Integrierte ländliche Entwicklung

Die gesetzliche Grundlage zur Förderung der integrierten ländlichen Entwicklung (ILE) bildet das Gesetz über die Gemein­schaftsaufgabe „Verbesserung der Agrarstruktur und des Küstenschutzes“ (GAKG), mit dem jeweils gültigen Rahmenplan sowie die Verordnung (EG) Nr. 1698/2005 über die Förderung der Entwicklung der ländlichen Räume durch den Europäischen Landwirtschaftsfonds in Europa. Für die Anwendung und Durchführung der Flurbereinigung, der beschleu­nigten Zusammenlegung und des freiwilligen Land­tausches bildet das Flurbe­reinigungsgesetz (FlurbG; BGBl. 1 S 546 vom 16.03.1976, zuletzt geändert 19.12.2008) die rechtliche Grundlage. 

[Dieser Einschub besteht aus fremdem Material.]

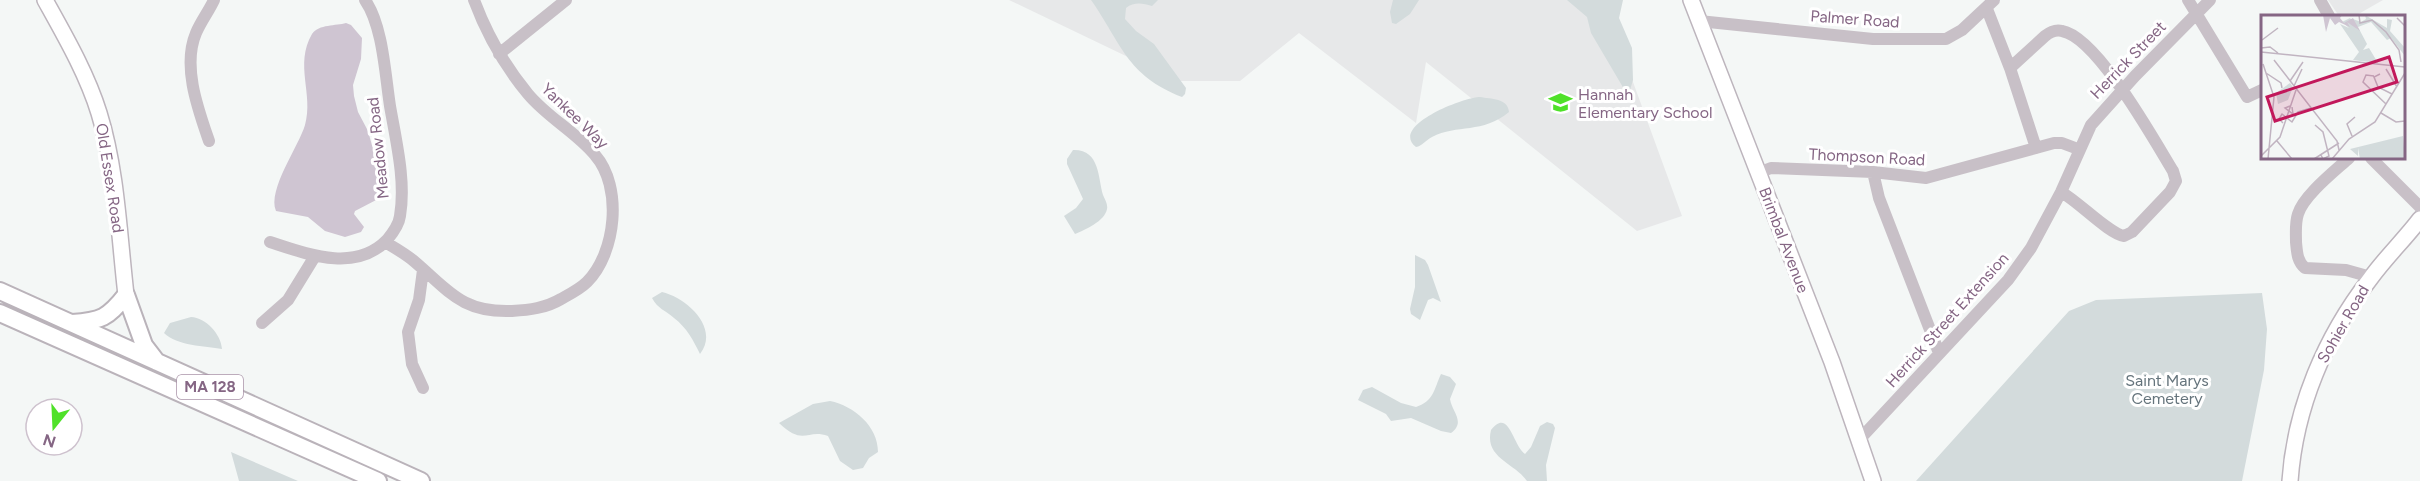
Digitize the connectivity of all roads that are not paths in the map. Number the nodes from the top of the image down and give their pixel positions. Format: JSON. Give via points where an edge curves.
{"nodes":[{"id":1,"x":45,"y":0,"type":"edge"},
{"id":2,"x":214,"y":0,"type":"edge"},
{"id":3,"x":365,"y":0,"type":"edge"},
{"id":4,"x":474,"y":0,"type":"edge"},
{"id":5,"x":566,"y":0,"type":"edge"},
{"id":6,"x":1691,"y":0,"type":"edge"},
{"id":7,"x":2188,"y":0,"type":"edge"},
{"id":8,"x":2210,"y":0,"type":"edge"},
{"id":9,"x":2320,"y":0,"type":"edge"},
{"id":10,"x":1990,"y":5,"type":"edge"},
{"id":11,"x":2196,"y":13,"type":"junction"},
{"id":12,"x":2328,"y":15,"type":"edge"},
{"id":13,"x":1699,"y":21,"type":"junction"},
{"id":14,"x":499,"y":54,"type":"junction"},
{"id":15,"x":2010,"y":68,"type":"junction"},
{"id":16,"x":2123,"y":89,"type":"junction"},
{"id":17,"x":2261,"y":91,"type":"edge"},
{"id":18,"x":209,"y":141,"type":"dead end"},
{"id":19,"x":2036,"y":148,"type":"junction"},
{"id":20,"x":2078,"y":149,"type":"junction"},
{"id":21,"x":2348,"y":159,"type":"edge"},
{"id":22,"x":2372,"y":159,"type":"edge"},
{"id":23,"x":1758,"y":172,"type":"junction"},
{"id":24,"x":1873,"y":172,"type":"junction"},
{"id":25,"x":2061,"y":192,"type":"junction"},
{"id":26,"x":2420,"y":207,"type":"edge"},
{"id":27,"x":2420,"y":219,"type":"edge"},
{"id":28,"x":270,"y":242,"type":"dead end"},
{"id":29,"x":385,"y":242,"type":"junction"},
{"id":30,"x":315,"y":256,"type":"junction"},
{"id":31,"x":423,"y":270,"type":"junction"},
{"id":32,"x":2371,"y":277,"type":"junction"},
{"id":33,"x":0,"y":291,"type":"edge"},
{"id":34,"x":126,"y":295,"type":"junction"},
{"id":35,"x":3,"y":314,"type":"edge"},
{"id":36,"x":70,"y":323,"type":"junction"},
{"id":37,"x":262,"y":323,"type":"dead end"},
{"id":38,"x":1939,"y":353,"type":"junction"},
{"id":39,"x":158,"y":363,"type":"junction"},
{"id":40,"x":423,"y":388,"type":"dead end"},
{"id":41,"x":1859,"y":440,"type":"junction"},
{"id":42,"x":378,"y":481,"type":"edge"},
{"id":43,"x":421,"y":481,"type":"edge"},
{"id":44,"x":1873,"y":481,"type":"edge"},
{"id":45,"x":2290,"y":481,"type":"edge"}],
"edges":[{"from":1,"to":34,"type":"main road","name":"Old Essex Road","via":[[99,112],[112,175]]},
{"from":2,"to":18,"type":"street","via":[[195,34],[191,68],[194,99]]},
{"from":3,"to":29,"type":"street","name":"Meadow Road","via":[[376,24],[400,165],[400,218]]},
{"from":4,"to":14,"type":"street","name":"Yankee Way"},
{"from":5,"to":14,"type":"street"},
{"from":6,"to":13,"type":"main road","name":"Brimbal Avenue"},
{"from":7,"to":11,"type":"street"},
{"from":8,"to":11,"type":"street","name":"Herrick Street"},
{"from":9,"to":12,"type":"street"},
{"from":10,"to":13,"type":"street","name":"Palmer Road","via":[[1946,39],[1873,39]]},
{"from":10,"to":15,"type":"street"},
{"from":11,"to":16,"type":"street","name":"Herrick Street"},
{"from":11,"to":17,"type":"street","via":[[2247,98]]},
{"from":13,"to":23,"type":"main road","name":"Brimbal Avenue"},
{"from":14,"to":31,"type":"street","name":"Yankee Way","via":[[530,97],[598,158],[612,193],[612,226],[606,248],[587,282],[551,305],[525,311],[472,307],[450,295]]},
{"from":15,"to":16,"type":"street","via":[[2044,36],[2061,30],[2093,54]]},
{"from":15,"to":19,"type":"street"},
{"from":16,"to":20,"type":"street","name":"Herrick Street","via":[[2091,124]]},
{"from":16,"to":25,"type":"street","via":[[2173,171],[2173,188],[2132,232],[2121,236]]},
{"from":19,"to":20,"type":"street","name":"Thompson Road","via":[[2059,143]]},
{"from":19,"to":24,"type":"street","name":"Thompson Road","via":[[1926,178]]},
{"from":20,"to":25,"type":"street","name":"Herrick Street Extension"},
{"from":21,"to":32,"type":"street","via":[[2299,211],[2296,252],[2305,268],[2346,270]]},
{"from":22,"to":26,"type":"street"},
{"from":23,"to":24,"type":"street","name":"Thompson Road","via":[[1771,168]]},
{"from":23,"to":41,"type":"main road","name":"Brimbal Avenue"},
{"from":24,"to":38,"type":"street","via":[[1879,198]]},
{"from":25,"to":38,"type":"street","name":"Herrick Street Extension","via":[[2020,265]]},
{"from":27,"to":32,"type":"main road","name":"Sohier Road"},
{"from":28,"to":30,"type":"street"},
{"from":29,"to":30,"type":"street","via":[[363,256]]},
{"from":29,"to":31,"type":"street","name":"Yankee Way"},
{"from":30,"to":37,"type":"street","via":[[288,300]]},
{"from":31,"to":40,"type":"street","via":[[419,300],[408,332],[412,364]]},
{"from":32,"to":45,"type":"main road","name":"Sohier Road","via":[[2350,306],[2318,365],[2296,435]]},
{"from":33,"to":36,"type":"highway","number":"MA 128"},
{"from":34,"to":36,"type":"highway","via":[[102,319]]},
{"from":34,"to":39,"type":"highway","via":[[144,345]]},
{"from":35,"to":42,"type":"highway","number":"MA 128"},
{"from":36,"to":39,"type":"highway","number":"MA 128"},
{"from":38,"to":41,"type":"street","name":"Herrick Street Extension"},
{"from":39,"to":43,"type":"highway","number":"MA 128"},
{"from":41,"to":44,"type":"main road","name":"Brimbal Avenue"}]}
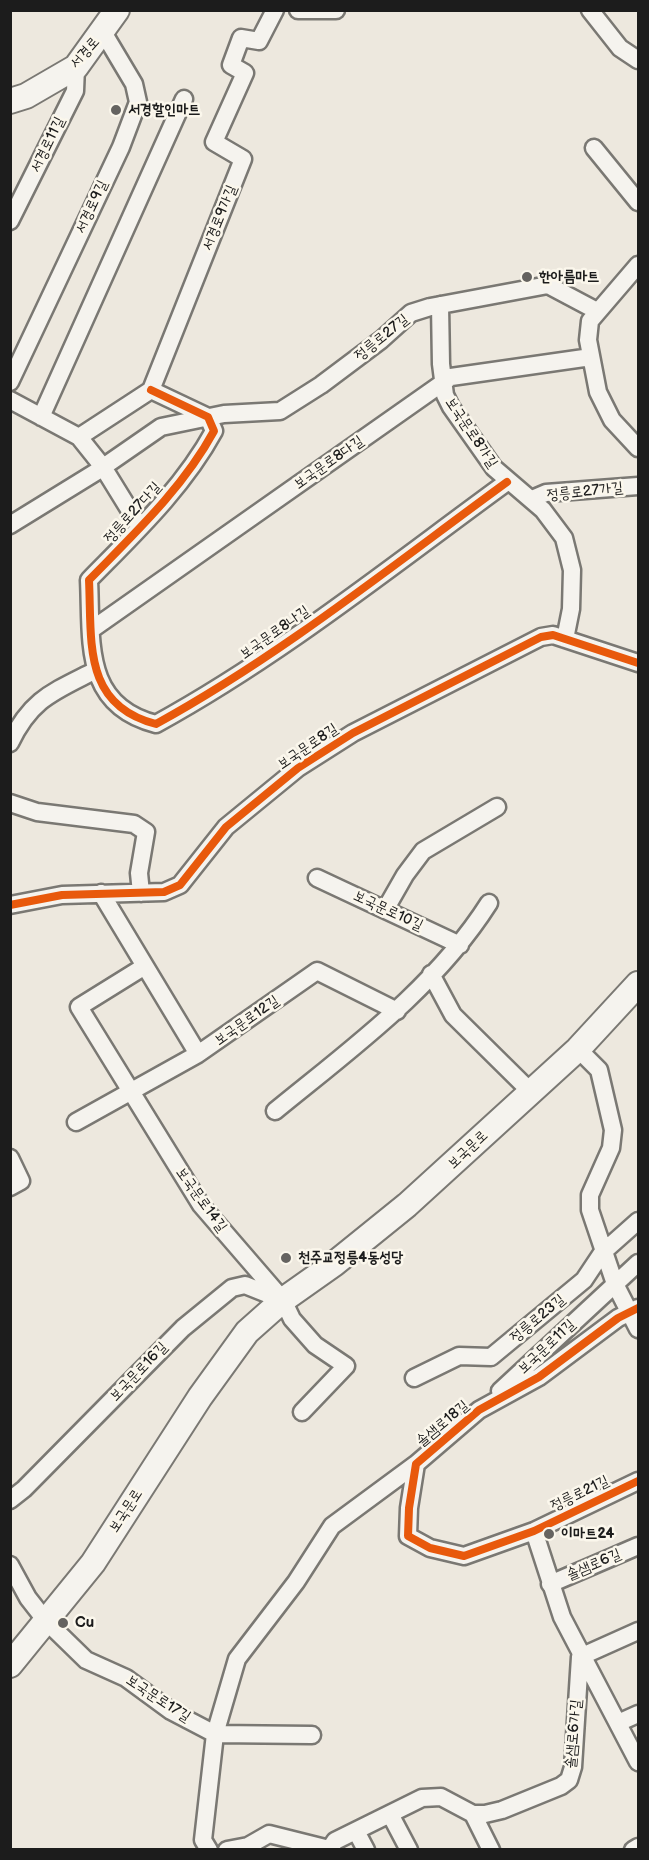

 Das Zahlenmaterial (Unterkapitel II des Statistischen Jahrbuchs) basiert auf Mitteilungen der für die integrierte ländliche Entwicklung zuständigen Landesbehörden. Der Bund beteiligte sich an der Finanzierung dieser Maßnahmen. Bis 2007 sind auch Flurbereinigungsverfahren gemeldet worden, die ohne GAK-Mittel finanziert wurden.  

Die Verfahren zur Feststellung und Neuordnung der Eigentumsverhältnisse in den Bundesländern Bran­denburg, Mecklenburg-Vorpommern, Sachsen-Anhalt, Sachsen und Thüringen sind im Landwirt­schafts­anpassungsgesetz (LwAnpG) geregelt.